The lines you need are those holding the word "ซอยอย"; pull them from the material.
*** Excerpted records Section Begins ***
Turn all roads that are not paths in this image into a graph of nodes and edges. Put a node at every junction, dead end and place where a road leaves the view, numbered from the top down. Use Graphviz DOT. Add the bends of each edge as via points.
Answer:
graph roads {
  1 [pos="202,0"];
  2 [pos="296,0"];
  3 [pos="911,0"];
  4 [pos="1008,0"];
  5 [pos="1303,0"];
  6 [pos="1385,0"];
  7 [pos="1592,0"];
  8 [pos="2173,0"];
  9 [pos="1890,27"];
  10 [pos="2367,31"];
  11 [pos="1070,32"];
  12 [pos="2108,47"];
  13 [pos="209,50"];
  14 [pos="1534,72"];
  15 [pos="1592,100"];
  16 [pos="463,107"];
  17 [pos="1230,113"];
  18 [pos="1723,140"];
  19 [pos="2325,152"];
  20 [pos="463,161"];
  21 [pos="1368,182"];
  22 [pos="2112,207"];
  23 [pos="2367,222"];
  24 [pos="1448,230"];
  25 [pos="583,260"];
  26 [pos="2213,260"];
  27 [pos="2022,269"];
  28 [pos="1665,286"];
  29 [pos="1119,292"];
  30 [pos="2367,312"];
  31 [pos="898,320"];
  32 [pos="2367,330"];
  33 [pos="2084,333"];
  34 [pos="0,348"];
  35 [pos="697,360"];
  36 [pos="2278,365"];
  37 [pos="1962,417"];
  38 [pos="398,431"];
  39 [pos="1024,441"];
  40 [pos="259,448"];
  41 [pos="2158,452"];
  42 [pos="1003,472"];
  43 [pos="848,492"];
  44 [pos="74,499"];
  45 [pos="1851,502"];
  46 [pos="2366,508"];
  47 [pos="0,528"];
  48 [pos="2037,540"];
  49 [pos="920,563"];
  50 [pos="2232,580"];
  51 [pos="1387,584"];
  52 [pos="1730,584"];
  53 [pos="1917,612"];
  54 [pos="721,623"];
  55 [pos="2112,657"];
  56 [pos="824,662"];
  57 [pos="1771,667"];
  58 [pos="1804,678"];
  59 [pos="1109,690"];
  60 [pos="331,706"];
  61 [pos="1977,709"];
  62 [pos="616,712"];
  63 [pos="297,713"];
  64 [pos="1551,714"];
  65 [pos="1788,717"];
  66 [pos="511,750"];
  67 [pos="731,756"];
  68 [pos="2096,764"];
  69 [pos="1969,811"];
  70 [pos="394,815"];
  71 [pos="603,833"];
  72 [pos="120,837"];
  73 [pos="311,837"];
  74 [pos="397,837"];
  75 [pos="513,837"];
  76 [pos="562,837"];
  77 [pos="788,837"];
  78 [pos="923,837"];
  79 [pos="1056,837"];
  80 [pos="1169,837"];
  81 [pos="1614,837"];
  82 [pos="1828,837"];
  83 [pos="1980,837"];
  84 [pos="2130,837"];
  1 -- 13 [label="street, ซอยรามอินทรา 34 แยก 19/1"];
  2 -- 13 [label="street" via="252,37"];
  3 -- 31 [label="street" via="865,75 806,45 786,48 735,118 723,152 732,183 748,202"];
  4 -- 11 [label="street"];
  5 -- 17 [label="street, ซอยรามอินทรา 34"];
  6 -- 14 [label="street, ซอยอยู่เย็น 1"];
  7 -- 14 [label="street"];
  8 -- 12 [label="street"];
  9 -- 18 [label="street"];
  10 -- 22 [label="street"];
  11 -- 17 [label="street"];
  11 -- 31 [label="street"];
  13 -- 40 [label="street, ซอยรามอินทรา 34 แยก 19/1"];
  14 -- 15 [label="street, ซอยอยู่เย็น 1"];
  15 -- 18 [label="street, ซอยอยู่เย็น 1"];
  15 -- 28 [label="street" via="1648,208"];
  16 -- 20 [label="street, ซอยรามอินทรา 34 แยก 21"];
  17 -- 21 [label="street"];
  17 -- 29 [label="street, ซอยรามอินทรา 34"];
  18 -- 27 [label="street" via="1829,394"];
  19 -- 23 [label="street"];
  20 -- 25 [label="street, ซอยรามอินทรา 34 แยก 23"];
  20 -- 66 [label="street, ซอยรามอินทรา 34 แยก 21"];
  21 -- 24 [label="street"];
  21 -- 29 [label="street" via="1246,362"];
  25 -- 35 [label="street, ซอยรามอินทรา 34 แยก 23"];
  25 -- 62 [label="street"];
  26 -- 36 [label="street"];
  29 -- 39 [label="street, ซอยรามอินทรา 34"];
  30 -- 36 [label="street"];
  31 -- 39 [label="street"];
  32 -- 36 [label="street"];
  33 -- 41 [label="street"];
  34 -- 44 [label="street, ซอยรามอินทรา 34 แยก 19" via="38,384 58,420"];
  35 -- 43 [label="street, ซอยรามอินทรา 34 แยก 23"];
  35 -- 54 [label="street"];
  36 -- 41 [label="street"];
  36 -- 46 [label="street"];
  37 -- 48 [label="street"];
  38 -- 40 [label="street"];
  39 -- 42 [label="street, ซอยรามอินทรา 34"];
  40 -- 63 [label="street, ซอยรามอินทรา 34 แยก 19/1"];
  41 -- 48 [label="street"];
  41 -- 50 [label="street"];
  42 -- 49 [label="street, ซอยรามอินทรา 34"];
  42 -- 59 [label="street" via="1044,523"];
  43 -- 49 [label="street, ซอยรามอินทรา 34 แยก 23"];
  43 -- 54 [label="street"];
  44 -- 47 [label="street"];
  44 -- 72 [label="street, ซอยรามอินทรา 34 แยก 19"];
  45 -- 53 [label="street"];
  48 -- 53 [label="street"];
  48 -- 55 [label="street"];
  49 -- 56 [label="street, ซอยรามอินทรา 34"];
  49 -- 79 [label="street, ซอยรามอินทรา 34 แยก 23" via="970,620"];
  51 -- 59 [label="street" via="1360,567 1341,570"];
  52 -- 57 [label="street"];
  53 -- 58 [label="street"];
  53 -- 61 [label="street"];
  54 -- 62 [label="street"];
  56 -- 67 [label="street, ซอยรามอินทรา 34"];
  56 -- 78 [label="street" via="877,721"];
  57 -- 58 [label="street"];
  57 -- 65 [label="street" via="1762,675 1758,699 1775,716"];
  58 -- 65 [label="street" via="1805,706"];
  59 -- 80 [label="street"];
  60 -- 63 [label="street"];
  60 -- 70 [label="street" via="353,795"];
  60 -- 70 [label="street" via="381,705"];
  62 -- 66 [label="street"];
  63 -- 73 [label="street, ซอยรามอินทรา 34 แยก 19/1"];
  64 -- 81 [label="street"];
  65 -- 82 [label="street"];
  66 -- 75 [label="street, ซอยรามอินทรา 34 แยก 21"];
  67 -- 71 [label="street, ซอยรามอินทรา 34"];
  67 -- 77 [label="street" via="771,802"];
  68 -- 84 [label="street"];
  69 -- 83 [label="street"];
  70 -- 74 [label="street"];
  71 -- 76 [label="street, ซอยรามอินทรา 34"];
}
*** Excerpted records Section Ends ***
* **Answer for the task**:
  6 -- 14 [label="street, ซอยอยู่เย็น 1"];
  14 -- 15 [label="street, ซอยอยู่เย็น 1"];
  15 -- 18 [label="street, ซอยอยู่เย็น 1"];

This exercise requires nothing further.